Chemical cross-linking approach for prolonging diclofenac sodium release from pectin-based delivery system.

To overcome the instability of pectin-Ca gels based oral colon-specific drug delivery system (OCDDS) in the upper gastrointestinal tract, the chemical cross-linked pectin carriers were prepared by adding succinic anhydride and glutaric dialdehyde as the cross-linking reagents.

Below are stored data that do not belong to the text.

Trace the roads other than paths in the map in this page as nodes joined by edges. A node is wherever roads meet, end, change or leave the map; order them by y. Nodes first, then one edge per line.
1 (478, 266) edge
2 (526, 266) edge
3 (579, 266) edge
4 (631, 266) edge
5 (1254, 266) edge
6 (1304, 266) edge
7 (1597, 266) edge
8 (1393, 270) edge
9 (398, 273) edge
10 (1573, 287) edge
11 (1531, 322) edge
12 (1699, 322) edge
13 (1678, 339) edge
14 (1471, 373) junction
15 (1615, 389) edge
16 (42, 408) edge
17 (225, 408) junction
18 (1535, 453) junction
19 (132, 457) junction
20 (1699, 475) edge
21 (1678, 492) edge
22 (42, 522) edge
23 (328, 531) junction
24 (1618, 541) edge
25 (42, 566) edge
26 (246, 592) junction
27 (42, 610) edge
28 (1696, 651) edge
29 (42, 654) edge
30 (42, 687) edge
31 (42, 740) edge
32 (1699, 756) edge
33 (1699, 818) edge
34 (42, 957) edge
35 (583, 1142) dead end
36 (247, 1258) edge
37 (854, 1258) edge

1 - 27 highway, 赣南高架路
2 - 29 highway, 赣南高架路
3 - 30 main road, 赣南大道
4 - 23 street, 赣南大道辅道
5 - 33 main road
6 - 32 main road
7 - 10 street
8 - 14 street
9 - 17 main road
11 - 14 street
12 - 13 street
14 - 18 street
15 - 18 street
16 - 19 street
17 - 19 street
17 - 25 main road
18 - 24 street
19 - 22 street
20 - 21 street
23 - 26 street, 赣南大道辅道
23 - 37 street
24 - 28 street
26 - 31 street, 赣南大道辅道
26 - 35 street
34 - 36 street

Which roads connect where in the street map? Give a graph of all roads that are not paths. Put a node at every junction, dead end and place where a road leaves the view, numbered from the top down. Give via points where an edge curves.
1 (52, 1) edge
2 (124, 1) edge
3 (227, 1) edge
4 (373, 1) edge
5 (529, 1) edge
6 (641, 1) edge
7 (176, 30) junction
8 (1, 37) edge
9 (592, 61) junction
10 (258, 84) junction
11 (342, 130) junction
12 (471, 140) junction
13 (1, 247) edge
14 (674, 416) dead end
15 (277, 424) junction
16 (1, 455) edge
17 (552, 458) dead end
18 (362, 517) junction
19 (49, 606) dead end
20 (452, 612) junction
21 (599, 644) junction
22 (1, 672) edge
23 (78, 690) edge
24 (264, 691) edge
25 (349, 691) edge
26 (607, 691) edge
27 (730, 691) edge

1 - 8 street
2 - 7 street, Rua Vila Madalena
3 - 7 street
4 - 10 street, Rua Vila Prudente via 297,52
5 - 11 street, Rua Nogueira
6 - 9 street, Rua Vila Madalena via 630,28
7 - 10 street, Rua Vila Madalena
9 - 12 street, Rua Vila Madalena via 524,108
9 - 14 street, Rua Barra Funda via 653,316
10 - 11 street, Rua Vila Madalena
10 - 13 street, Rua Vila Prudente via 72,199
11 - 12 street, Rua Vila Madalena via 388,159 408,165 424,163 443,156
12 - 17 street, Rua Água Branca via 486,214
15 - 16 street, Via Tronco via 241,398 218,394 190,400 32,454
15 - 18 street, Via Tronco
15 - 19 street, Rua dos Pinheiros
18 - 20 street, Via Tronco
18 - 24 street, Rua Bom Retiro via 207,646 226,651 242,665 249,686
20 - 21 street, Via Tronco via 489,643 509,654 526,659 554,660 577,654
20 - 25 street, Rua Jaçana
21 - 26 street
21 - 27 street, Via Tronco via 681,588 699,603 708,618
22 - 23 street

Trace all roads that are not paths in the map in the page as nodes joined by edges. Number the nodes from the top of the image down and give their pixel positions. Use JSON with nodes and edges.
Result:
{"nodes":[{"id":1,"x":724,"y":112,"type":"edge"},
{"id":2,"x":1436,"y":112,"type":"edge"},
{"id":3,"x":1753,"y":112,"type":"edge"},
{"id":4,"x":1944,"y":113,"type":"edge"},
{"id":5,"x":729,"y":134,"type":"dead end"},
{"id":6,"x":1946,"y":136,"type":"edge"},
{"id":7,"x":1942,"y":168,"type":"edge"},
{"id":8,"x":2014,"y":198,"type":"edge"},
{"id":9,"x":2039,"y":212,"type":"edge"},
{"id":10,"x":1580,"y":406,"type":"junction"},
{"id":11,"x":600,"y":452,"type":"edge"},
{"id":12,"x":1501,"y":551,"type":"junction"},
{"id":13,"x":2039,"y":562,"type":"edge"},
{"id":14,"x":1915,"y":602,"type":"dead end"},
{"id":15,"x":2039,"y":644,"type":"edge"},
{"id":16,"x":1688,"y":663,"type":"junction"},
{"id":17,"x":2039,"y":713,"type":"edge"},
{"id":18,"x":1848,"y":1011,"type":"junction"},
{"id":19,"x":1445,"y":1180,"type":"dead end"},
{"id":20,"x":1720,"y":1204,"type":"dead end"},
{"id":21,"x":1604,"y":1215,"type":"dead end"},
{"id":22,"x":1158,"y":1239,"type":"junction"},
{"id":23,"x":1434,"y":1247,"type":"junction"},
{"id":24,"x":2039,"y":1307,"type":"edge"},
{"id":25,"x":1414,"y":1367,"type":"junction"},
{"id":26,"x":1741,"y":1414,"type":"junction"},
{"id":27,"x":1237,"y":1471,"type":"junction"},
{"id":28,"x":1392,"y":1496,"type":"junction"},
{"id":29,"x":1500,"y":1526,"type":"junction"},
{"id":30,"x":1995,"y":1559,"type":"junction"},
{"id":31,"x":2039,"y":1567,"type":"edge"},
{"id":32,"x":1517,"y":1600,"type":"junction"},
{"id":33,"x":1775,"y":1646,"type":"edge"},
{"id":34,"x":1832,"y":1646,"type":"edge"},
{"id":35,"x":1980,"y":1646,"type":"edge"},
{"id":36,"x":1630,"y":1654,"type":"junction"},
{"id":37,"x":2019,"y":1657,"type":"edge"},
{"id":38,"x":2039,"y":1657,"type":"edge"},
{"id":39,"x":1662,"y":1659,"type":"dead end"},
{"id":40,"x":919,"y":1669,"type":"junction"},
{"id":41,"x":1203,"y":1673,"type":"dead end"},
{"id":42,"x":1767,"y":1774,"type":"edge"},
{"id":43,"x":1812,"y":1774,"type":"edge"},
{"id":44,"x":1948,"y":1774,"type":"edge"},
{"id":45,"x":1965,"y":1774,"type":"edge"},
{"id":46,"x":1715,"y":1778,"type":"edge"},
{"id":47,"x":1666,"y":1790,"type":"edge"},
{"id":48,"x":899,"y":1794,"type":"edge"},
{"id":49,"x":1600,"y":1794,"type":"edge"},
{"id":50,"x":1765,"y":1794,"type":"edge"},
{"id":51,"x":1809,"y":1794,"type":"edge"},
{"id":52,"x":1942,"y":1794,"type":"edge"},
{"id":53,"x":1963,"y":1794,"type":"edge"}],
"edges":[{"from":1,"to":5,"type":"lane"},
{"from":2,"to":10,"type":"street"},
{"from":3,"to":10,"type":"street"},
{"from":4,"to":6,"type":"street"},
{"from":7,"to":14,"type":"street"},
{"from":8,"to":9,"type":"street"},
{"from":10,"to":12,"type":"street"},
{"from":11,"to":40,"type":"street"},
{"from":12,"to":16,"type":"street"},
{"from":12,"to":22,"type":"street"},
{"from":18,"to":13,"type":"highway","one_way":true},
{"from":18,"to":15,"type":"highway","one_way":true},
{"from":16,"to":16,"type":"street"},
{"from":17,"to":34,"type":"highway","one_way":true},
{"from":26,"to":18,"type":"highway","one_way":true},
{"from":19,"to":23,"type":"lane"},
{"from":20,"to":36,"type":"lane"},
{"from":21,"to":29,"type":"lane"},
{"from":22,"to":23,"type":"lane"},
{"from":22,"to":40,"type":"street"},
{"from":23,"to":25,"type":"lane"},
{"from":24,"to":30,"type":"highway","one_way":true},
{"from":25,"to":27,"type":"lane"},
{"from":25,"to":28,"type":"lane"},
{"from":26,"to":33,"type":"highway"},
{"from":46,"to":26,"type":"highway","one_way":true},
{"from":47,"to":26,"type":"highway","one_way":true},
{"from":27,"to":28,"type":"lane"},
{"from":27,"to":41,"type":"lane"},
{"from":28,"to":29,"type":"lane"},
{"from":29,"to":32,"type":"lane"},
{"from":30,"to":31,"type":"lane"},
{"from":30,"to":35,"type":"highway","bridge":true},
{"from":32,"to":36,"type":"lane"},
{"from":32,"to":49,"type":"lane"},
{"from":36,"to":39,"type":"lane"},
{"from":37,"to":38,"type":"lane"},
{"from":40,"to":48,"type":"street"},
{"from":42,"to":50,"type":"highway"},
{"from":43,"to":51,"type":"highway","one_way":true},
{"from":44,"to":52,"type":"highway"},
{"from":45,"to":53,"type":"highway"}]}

The diclofenac sodium was employed as the water-soluble drug model to calculate the controlled release properties. The encapsulation efficiency and loading efficiency were measured and the sample PG1 shows the best efficiency of 78.81% and 7.78%, respectively. The simulative release rate was estimated and the cumulative release rate of sample PG reached to a maximum of 3.04, 3.66 and 79.43% in SGF, SSIF and SCF. The release data was employed to fit the First order, Higuchi, Bhaskar, and Ritger-peppas model and the goodness of the fit was calculated by the regression coefficient. The succinic anhydride and glutaric dialdehyde cross-linked pectin were characterized by FTIR to prove the cross-linking reaction. In addition, FE-SEM characterization of sample PG1 indicated the rally microsphere with smooth surface. The sample PG1 after the digestion was also characterized by the FE-SEM, and irregularly structure was obtained.